Each line of the material holding the word "dead" must be identified and copied.

____

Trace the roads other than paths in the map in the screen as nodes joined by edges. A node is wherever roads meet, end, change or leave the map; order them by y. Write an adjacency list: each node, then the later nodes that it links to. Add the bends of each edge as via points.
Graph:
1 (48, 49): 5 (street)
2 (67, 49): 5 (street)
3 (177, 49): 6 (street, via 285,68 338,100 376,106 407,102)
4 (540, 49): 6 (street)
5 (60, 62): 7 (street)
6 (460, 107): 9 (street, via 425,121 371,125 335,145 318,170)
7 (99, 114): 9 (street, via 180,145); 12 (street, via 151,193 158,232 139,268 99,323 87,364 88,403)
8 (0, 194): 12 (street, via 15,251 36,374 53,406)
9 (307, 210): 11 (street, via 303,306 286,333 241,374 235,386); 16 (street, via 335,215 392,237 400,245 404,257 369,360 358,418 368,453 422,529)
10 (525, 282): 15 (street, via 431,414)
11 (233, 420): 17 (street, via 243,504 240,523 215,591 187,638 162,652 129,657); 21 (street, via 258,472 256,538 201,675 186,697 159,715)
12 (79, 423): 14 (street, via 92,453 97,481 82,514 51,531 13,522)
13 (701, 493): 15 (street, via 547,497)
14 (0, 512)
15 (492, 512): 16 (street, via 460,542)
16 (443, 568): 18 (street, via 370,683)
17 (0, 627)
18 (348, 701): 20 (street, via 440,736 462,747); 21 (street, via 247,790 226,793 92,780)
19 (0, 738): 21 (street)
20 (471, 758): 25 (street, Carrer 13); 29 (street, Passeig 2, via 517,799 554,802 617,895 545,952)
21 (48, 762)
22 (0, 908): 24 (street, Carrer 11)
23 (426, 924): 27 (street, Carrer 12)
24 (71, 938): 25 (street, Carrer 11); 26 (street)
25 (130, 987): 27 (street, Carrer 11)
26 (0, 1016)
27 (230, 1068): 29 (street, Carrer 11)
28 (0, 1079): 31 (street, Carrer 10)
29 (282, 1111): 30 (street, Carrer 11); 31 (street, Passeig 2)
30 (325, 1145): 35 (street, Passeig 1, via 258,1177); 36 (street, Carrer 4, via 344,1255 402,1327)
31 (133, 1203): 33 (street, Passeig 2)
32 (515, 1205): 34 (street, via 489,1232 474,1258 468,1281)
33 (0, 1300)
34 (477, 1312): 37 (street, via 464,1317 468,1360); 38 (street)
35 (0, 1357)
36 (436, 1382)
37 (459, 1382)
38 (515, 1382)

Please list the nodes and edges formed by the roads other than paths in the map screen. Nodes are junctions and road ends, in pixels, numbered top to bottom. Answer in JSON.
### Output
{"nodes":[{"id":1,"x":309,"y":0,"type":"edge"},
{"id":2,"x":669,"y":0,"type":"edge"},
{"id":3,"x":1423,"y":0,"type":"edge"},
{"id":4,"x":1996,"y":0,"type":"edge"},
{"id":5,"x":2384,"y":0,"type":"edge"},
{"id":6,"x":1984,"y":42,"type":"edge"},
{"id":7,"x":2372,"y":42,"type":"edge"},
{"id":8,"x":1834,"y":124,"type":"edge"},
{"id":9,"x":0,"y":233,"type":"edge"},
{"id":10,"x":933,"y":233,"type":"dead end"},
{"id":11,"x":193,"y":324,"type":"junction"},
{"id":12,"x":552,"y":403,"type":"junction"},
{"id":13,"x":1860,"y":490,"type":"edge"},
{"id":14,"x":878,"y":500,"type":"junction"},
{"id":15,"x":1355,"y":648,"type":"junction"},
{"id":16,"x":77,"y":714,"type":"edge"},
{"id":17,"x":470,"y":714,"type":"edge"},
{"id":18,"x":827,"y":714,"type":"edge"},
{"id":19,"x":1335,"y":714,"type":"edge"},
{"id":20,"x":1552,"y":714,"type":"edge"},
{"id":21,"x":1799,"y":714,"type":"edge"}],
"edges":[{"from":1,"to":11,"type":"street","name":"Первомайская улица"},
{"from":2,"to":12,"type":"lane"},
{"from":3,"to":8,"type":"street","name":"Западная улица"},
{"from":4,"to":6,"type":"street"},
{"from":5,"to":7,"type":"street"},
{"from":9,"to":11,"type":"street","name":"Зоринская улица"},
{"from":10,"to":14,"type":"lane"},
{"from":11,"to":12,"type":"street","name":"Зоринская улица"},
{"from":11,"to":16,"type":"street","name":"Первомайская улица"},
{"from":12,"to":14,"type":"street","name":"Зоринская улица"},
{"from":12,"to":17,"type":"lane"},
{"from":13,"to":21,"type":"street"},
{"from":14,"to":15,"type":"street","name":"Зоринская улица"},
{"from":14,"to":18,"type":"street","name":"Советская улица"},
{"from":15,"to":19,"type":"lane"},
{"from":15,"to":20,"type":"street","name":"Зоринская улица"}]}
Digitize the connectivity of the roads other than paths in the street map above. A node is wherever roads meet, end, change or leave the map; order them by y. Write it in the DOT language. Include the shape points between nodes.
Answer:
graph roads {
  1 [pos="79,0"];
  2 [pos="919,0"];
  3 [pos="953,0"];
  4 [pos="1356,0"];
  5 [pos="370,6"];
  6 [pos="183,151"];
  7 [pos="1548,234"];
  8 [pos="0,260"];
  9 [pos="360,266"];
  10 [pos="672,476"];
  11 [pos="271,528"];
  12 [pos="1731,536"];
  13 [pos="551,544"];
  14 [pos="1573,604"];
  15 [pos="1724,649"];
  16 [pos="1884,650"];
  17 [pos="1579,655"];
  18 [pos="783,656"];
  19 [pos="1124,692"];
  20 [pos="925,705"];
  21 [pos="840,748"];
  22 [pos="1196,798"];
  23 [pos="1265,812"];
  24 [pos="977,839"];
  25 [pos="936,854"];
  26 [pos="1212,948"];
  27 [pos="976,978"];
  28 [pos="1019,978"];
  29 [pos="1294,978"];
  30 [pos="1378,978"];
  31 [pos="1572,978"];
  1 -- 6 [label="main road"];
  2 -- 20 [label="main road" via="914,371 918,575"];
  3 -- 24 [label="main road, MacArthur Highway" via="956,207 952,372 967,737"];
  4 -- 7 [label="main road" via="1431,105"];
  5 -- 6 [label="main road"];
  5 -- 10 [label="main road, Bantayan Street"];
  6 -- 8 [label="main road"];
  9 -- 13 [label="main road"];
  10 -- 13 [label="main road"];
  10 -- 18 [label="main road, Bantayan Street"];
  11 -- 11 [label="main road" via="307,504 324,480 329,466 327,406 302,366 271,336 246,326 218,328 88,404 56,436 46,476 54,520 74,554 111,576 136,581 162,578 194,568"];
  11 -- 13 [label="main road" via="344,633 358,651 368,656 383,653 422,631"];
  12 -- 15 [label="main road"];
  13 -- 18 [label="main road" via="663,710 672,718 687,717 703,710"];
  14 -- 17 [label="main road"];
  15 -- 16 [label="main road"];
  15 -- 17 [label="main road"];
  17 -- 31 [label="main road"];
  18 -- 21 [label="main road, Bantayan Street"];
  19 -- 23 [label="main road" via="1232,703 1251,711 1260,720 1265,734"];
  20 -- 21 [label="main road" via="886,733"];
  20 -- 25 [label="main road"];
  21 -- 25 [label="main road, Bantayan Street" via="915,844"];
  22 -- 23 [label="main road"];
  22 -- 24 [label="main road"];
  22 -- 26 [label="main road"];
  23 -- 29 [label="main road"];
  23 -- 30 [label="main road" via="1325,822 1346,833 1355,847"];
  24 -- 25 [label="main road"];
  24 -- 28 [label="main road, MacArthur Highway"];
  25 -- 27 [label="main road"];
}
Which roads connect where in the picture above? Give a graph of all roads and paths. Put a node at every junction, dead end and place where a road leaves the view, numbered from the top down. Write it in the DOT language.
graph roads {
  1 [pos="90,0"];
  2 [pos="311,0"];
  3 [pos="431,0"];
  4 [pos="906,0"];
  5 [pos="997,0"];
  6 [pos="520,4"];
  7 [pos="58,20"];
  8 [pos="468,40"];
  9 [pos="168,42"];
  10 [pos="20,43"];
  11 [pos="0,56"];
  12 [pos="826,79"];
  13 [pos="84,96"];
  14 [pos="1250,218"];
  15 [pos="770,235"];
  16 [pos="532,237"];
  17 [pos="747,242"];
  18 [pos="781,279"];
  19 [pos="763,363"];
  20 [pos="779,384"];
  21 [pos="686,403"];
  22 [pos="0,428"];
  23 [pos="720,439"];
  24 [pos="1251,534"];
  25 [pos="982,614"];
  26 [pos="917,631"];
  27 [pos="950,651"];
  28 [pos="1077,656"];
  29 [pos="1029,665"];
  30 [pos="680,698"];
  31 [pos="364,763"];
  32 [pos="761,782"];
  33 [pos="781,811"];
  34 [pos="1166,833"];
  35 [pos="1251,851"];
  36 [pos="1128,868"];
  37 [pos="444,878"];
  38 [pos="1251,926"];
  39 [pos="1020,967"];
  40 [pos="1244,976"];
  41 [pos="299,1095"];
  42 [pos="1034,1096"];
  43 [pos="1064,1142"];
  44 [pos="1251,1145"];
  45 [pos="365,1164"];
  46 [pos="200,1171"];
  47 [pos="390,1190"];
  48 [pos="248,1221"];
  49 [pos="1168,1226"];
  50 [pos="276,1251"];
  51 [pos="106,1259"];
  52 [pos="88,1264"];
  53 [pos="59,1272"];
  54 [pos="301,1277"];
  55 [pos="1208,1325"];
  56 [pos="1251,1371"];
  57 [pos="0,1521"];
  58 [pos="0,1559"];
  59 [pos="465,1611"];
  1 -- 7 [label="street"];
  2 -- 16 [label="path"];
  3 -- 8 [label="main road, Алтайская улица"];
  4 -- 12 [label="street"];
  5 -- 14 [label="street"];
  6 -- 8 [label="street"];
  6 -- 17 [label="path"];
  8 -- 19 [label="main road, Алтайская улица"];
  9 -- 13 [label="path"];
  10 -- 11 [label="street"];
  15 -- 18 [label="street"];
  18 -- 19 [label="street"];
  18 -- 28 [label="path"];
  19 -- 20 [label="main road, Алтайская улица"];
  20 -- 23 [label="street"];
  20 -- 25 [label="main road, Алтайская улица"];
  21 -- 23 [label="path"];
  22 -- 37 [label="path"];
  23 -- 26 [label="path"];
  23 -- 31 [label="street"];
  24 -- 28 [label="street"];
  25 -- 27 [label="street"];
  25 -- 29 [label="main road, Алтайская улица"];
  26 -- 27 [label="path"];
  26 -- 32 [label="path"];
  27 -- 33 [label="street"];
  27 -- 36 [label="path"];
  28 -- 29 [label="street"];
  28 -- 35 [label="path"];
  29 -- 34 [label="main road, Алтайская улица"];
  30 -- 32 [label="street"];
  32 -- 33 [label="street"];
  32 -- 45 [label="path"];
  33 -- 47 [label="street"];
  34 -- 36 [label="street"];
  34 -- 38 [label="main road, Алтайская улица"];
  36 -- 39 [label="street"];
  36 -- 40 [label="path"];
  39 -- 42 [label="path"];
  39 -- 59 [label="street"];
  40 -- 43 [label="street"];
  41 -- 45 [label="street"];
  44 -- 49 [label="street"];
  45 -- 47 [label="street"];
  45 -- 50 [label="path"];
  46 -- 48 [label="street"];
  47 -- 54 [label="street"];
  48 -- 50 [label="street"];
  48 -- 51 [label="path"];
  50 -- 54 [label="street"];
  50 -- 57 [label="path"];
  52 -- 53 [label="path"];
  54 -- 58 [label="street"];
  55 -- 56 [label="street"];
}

____

→ **Reply to the exercise**
{"id":10,"x":933,"y":233,"type":"dead end"},
Which roads connect where in the picture above? Give a graph of all roads and paths. Put a node at every junction, dead end and place where a road leaves the view, numbered from the top down. Write it in the DOT language.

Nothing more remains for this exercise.